HOME / Law & Politics / Lawmakers Pushing Back Against Legal Weed in Massachusetts

Lawmakers Pushing Back Against Legal Weed in Massachusetts


Despite huge successes at the ballot box in November, efforts to delay the implementation of at least one cannabis legalization measure have begun.

Massachusetts became the first state in the Northeast to legalize adult-use cannabis when 53.6% of voters approved Question 4. But now, lawmakers are taking issue with several aspects of the measure, reports the Boston Globe.

Two unnamed sources tell the paper that backroom discussions between lawmakers may lead to a delay in starting dates for both home growing and legal retail sales. While local lawmakers say that they’ll respect the will of the voters, advocates are dismayed that they’re trying to change the law.

“I don’t understand why the Legislature wouldn’t just let the regulators tackle the issues of legalization and then, with regulators’ advice, make any changes later,” Jim Borghesani, a spokesman for Question 4, told the Boston Globe.

State treasurer Deborah B. Goldberg has repeatedly pushed back against the timeline in the measure, citing the January 2018 deadline for opening dispensaries as unrealistic. But the Yes on 4 campaign points out that legalization in Colorado followed the same timeline.
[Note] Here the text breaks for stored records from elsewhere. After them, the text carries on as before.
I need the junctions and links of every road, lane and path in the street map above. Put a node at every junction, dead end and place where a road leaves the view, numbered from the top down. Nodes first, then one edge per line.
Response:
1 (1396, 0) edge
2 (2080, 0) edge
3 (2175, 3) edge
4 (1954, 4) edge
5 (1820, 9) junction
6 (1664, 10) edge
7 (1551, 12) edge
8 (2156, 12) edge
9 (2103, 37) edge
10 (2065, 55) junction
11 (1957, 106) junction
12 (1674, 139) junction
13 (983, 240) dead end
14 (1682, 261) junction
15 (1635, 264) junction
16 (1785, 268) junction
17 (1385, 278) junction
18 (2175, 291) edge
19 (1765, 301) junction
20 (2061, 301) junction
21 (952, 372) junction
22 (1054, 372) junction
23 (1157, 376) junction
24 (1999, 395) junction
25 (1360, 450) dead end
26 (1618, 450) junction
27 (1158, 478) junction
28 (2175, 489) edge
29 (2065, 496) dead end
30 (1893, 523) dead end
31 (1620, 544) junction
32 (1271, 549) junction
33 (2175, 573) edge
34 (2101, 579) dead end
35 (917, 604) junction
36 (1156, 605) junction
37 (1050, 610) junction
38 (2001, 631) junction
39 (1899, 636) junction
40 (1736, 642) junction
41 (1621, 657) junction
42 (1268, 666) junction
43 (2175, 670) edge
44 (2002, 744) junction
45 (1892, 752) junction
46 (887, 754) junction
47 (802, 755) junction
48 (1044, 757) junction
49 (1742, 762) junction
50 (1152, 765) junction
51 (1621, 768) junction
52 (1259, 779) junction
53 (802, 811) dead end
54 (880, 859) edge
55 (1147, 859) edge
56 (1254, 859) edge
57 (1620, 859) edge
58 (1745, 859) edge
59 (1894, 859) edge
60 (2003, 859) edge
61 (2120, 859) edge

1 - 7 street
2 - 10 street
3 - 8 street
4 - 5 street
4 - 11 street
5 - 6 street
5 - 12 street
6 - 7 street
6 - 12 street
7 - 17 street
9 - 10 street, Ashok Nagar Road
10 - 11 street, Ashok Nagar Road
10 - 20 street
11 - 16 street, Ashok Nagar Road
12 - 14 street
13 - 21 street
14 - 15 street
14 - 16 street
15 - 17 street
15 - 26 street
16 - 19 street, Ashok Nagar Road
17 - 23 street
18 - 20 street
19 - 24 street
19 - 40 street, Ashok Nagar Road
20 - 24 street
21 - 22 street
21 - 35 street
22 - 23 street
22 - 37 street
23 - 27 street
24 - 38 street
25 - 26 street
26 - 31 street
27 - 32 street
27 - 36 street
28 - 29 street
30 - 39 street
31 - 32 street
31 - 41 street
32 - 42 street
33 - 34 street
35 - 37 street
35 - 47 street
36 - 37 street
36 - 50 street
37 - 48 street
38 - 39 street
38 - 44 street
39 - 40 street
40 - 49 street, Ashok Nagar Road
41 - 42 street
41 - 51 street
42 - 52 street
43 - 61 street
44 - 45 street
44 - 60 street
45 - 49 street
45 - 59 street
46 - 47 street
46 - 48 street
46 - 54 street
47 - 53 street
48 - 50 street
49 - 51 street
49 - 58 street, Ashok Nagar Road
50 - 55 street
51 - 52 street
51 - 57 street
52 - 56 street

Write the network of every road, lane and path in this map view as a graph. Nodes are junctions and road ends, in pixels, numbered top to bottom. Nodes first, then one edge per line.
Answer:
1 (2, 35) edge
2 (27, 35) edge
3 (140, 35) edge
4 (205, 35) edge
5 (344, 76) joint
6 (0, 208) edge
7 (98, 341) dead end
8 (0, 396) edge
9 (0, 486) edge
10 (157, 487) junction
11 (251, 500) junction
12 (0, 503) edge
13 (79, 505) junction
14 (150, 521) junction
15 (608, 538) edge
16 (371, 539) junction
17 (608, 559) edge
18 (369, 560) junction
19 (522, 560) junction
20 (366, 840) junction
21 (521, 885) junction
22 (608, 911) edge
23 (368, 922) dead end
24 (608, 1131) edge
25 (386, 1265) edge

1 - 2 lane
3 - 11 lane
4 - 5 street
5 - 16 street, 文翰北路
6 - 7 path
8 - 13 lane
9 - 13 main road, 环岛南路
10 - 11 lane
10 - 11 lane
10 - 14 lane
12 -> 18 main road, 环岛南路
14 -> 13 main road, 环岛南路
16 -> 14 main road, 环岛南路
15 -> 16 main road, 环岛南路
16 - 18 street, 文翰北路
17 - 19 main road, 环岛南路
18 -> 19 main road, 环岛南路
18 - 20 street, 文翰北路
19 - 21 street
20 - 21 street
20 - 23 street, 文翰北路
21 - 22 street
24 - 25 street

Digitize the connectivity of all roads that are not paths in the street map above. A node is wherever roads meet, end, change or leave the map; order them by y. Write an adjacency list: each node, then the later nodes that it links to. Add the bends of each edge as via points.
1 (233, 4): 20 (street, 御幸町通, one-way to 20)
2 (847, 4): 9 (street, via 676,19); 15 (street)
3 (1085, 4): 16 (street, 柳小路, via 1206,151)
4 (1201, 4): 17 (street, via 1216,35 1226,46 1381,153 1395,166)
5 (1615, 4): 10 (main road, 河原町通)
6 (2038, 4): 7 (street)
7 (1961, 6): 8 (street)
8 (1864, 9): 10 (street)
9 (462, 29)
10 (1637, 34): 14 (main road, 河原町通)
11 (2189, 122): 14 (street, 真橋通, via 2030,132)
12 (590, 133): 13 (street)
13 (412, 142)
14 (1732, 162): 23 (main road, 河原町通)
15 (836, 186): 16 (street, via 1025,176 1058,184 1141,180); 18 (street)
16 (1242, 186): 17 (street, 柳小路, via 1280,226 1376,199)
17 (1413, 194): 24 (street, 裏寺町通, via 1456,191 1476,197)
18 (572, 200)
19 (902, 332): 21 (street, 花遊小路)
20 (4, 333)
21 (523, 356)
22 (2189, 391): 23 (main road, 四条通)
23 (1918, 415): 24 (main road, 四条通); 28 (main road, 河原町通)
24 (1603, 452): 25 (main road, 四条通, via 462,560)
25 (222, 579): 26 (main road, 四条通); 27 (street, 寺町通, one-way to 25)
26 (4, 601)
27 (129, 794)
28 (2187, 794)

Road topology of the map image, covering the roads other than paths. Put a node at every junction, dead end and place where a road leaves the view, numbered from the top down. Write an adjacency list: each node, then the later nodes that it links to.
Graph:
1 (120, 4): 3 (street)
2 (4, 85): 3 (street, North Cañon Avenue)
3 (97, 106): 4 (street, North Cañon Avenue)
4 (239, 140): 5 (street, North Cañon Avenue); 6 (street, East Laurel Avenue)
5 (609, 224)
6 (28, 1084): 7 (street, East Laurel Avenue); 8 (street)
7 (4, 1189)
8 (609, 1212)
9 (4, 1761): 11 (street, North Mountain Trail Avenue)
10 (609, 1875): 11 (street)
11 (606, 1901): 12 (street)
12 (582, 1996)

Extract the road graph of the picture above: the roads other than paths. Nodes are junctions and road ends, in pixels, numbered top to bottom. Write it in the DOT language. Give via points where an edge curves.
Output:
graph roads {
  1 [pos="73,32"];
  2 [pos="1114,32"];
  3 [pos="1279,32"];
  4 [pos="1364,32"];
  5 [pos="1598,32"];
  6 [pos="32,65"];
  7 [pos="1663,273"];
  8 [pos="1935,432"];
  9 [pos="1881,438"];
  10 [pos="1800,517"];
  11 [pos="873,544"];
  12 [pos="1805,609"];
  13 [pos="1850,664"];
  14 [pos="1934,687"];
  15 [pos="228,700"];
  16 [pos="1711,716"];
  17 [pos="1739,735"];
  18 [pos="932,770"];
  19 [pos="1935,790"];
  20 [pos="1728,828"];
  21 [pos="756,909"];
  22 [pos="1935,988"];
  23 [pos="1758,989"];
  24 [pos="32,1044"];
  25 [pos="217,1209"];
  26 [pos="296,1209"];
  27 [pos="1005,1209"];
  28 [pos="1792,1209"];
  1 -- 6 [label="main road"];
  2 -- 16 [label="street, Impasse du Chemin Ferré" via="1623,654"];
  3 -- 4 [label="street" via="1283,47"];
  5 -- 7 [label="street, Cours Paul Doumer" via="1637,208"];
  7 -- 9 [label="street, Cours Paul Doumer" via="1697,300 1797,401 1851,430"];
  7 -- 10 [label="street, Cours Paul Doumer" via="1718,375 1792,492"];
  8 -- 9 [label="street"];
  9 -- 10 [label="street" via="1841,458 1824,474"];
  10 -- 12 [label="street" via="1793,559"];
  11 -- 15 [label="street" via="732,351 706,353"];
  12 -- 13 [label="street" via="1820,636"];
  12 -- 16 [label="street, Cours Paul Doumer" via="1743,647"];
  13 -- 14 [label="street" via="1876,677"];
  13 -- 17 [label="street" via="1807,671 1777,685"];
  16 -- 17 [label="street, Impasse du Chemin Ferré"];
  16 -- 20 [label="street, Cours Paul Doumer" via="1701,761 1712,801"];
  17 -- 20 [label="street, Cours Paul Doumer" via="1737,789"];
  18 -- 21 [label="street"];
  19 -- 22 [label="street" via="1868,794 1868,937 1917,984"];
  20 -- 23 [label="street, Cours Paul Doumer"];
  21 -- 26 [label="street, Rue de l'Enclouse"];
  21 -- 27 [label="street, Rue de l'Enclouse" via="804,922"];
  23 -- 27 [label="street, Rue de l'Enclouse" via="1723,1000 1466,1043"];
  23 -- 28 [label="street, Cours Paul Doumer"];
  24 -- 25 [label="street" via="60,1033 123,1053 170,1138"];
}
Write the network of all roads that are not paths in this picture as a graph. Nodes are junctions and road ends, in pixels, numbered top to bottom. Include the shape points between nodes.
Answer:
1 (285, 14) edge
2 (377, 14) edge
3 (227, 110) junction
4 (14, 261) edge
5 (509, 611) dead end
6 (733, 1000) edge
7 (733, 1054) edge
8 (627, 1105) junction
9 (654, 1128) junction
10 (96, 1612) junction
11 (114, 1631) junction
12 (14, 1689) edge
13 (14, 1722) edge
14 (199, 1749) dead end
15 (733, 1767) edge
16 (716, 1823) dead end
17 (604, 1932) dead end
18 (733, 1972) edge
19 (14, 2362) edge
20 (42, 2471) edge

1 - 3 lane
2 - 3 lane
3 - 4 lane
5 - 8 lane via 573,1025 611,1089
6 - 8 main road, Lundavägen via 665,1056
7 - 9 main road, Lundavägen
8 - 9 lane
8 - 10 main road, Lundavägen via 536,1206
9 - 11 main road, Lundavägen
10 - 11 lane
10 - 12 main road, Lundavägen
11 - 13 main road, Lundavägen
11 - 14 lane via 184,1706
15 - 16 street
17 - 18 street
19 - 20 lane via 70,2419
Goldberg’s office is also opposed to the low 3.75% excise tax, which is intended to cut into the black market. She’s against home grow because it will reduce state revenues.

These efforts to chip away at the initiative were not unexpected. “After Nov. 8 is when the real work begins,” Question 4 campaign manager Will Luzier in an interview with VolteFace before the measure passed. “We need to protect the initiative… [With] legislation passed by the people, the legislature can change it at any time.»

Regardless of what comes of those backroom discussions, legalization advocates in Massachusetts still have their work cut out for them.

Meanwhile, in Maine, a recount is scheduled to begin Dec. 5. The legalization measure Question 2 won by just 2,620 votes.